# [DESCRIPTION OF THE TASK]
Among the entries below, find the lines that contain the string "Hoholia". State only how many there are.

[Collected data]
/---
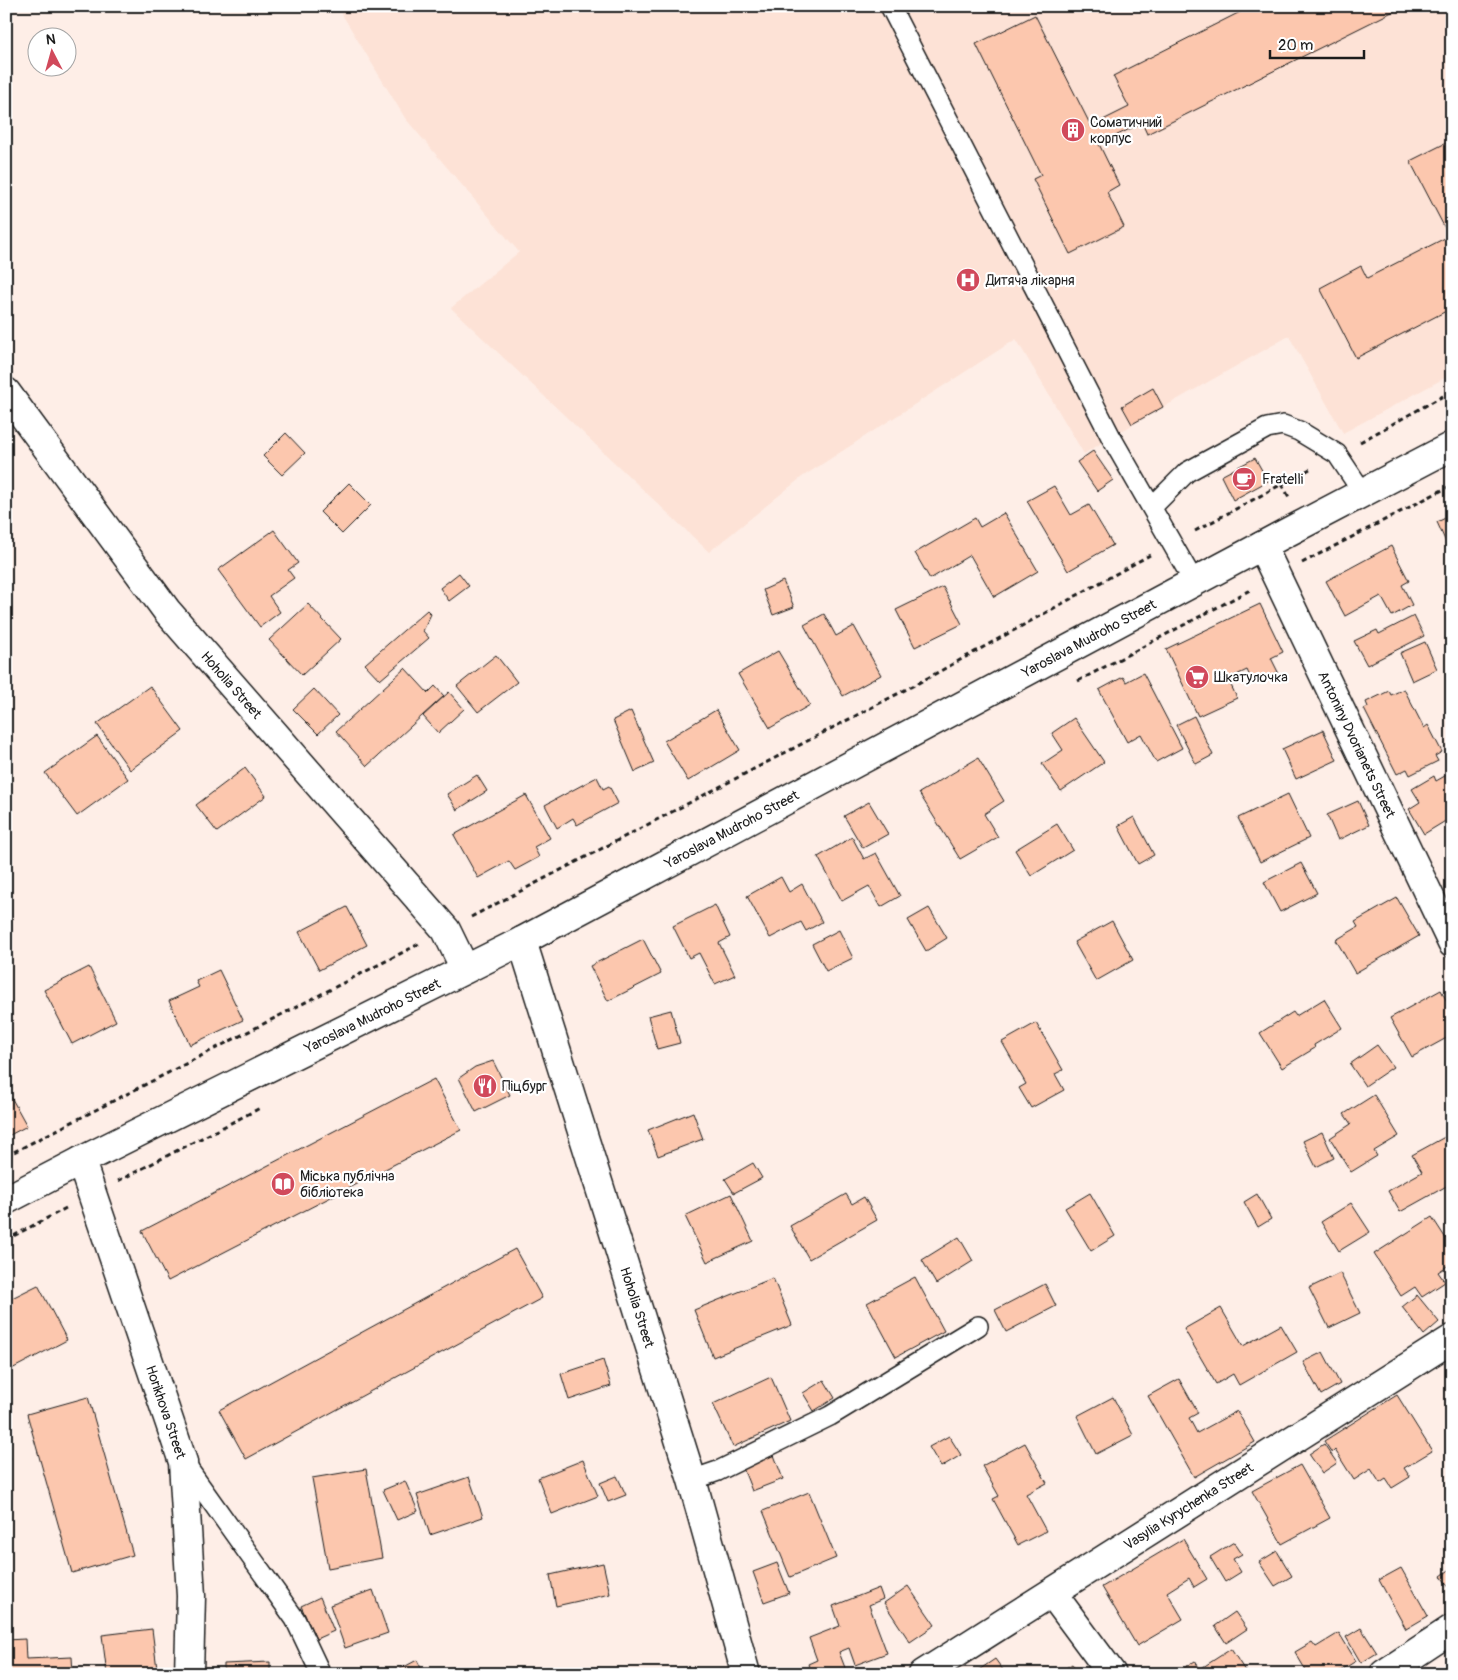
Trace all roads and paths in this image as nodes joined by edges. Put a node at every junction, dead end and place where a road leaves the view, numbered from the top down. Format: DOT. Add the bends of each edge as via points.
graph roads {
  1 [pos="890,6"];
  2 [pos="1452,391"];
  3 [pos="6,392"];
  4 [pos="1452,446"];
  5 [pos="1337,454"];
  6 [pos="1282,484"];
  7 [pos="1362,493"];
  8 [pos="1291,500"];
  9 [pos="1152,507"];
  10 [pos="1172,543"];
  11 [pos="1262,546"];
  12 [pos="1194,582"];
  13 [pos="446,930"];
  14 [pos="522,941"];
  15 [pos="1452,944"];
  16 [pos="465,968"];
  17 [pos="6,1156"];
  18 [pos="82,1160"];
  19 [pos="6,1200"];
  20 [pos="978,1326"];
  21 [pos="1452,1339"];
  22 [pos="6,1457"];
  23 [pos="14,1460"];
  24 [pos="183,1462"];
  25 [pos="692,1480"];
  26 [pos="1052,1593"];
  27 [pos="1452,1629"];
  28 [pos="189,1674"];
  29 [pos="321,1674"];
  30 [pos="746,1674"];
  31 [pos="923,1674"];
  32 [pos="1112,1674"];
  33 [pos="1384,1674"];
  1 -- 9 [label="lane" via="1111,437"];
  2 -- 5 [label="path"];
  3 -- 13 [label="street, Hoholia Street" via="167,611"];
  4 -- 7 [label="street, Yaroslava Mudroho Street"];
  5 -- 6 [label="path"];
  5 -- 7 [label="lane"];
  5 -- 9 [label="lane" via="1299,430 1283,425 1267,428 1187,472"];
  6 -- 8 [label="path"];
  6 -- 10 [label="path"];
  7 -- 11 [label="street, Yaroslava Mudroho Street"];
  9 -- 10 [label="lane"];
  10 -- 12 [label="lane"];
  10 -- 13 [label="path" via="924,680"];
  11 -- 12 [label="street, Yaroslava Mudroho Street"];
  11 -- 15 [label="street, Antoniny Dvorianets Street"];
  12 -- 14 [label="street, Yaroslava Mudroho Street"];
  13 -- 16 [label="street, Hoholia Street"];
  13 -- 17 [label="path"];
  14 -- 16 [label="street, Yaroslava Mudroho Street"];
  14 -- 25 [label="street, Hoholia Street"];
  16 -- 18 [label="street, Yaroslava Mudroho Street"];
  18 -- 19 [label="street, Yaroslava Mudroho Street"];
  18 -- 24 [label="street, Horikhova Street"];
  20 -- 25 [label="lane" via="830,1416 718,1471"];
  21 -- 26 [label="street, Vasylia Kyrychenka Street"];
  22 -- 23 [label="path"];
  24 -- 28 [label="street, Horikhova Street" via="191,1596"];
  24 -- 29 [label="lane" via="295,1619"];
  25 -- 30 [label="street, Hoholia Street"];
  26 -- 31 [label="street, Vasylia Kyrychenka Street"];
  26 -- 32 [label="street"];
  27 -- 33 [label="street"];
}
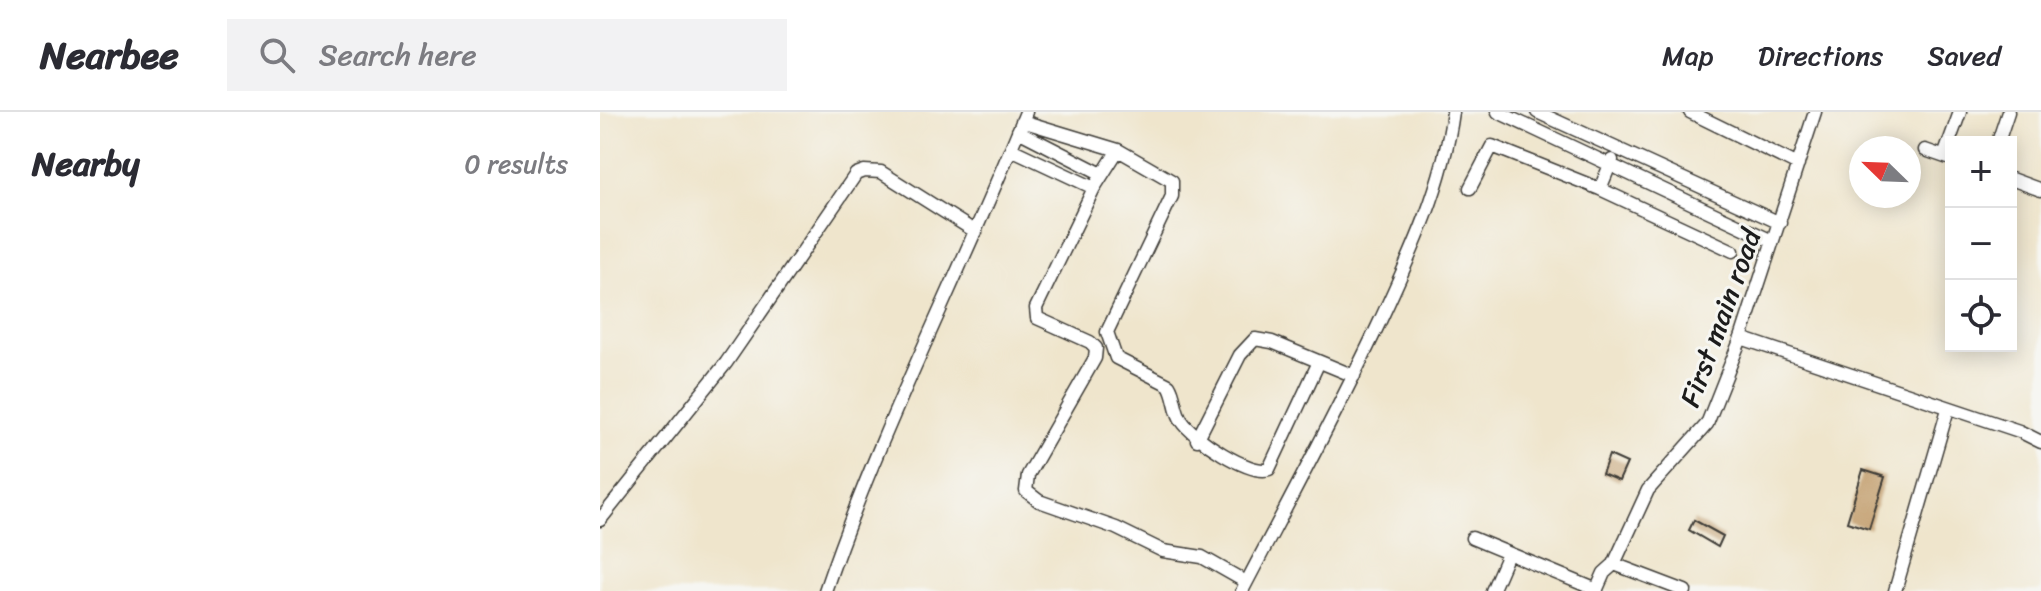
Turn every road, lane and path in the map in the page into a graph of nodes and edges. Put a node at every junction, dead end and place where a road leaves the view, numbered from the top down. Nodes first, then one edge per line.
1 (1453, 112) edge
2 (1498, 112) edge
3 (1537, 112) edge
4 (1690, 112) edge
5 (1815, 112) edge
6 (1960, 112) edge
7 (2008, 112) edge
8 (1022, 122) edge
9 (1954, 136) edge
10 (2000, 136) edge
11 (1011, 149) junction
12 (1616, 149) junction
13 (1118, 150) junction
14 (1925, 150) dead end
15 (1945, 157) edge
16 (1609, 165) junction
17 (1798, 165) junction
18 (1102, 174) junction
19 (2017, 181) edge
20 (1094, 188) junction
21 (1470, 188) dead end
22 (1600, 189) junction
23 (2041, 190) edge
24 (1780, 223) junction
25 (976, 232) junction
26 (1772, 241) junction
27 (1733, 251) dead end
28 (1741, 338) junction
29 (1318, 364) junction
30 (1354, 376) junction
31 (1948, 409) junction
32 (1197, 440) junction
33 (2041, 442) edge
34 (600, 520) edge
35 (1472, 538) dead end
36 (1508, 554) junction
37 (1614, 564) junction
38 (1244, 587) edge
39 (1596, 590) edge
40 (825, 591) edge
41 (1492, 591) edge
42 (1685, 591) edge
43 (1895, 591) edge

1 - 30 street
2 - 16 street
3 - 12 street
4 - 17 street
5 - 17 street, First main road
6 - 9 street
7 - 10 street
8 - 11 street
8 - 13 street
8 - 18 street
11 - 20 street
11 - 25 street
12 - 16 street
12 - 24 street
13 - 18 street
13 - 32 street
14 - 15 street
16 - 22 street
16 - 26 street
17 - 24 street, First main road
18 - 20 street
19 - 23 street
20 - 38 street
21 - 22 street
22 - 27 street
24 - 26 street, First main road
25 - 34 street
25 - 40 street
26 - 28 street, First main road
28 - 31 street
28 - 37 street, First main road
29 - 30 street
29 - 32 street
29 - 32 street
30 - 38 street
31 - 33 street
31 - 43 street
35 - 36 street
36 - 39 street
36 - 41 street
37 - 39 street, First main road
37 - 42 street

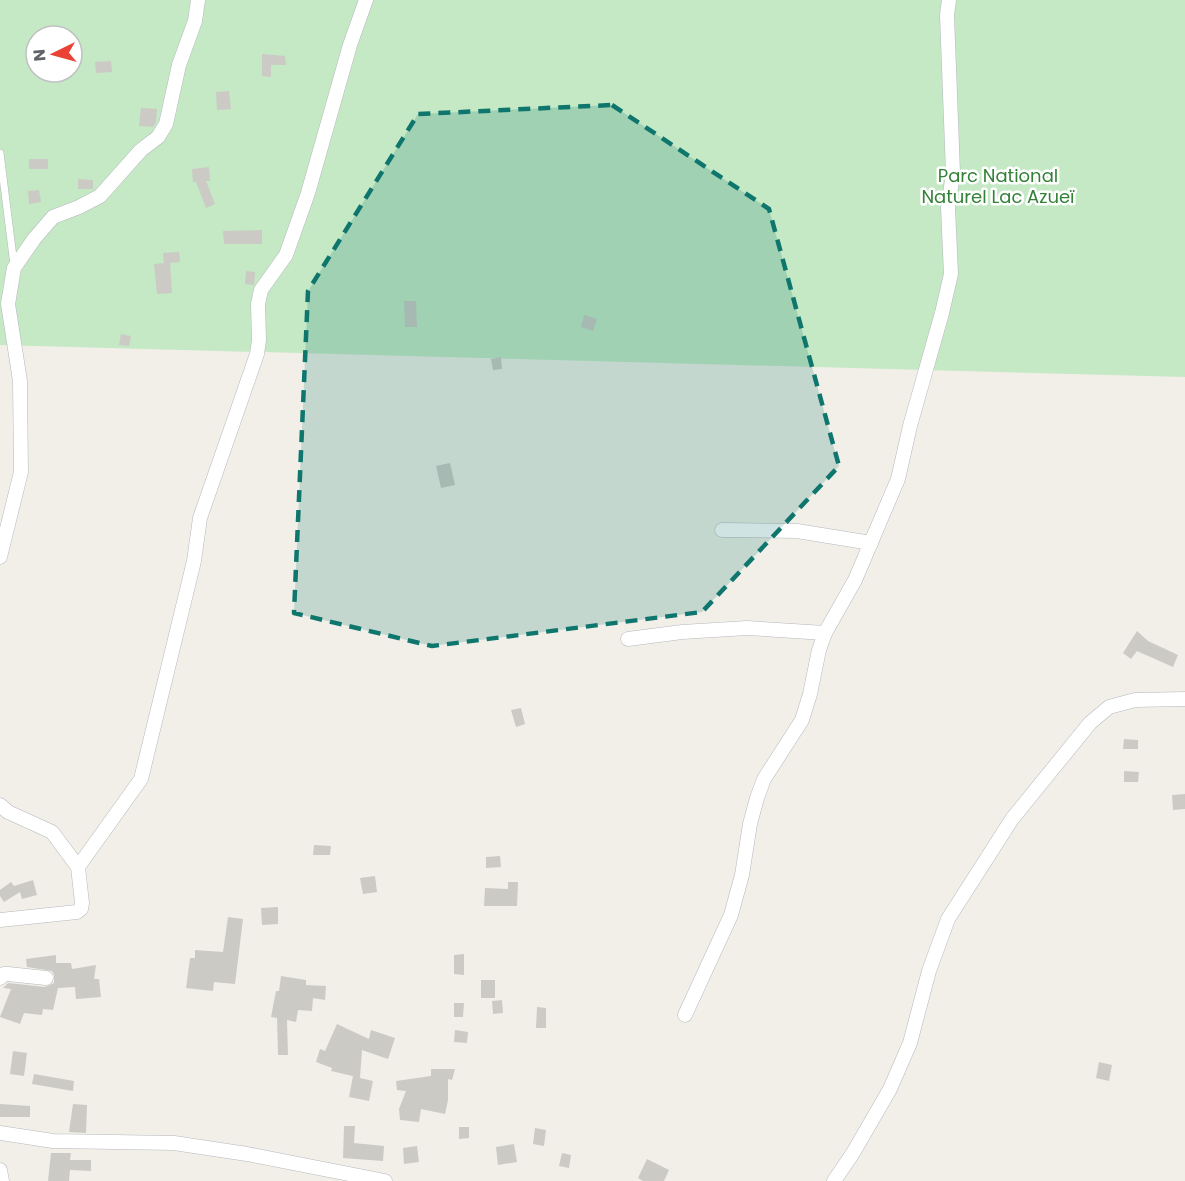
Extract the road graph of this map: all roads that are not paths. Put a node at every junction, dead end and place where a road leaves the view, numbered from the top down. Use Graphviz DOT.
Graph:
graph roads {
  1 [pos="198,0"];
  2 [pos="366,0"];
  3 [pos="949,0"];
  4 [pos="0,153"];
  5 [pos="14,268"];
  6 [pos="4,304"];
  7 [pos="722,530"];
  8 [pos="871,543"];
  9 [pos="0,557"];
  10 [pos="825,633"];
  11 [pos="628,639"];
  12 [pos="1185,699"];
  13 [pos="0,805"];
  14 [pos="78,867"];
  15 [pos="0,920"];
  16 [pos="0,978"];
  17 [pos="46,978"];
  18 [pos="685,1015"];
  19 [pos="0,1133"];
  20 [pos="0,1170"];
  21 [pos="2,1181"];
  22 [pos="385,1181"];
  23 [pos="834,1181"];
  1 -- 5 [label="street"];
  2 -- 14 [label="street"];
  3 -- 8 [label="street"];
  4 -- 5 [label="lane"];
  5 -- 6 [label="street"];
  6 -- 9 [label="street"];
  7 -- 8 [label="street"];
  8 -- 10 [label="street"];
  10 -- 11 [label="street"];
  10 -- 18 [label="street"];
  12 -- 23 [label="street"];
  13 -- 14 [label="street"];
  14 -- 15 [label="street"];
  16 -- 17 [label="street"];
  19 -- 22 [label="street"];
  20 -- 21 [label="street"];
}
\---
# [THE COMPLETED TASK]
4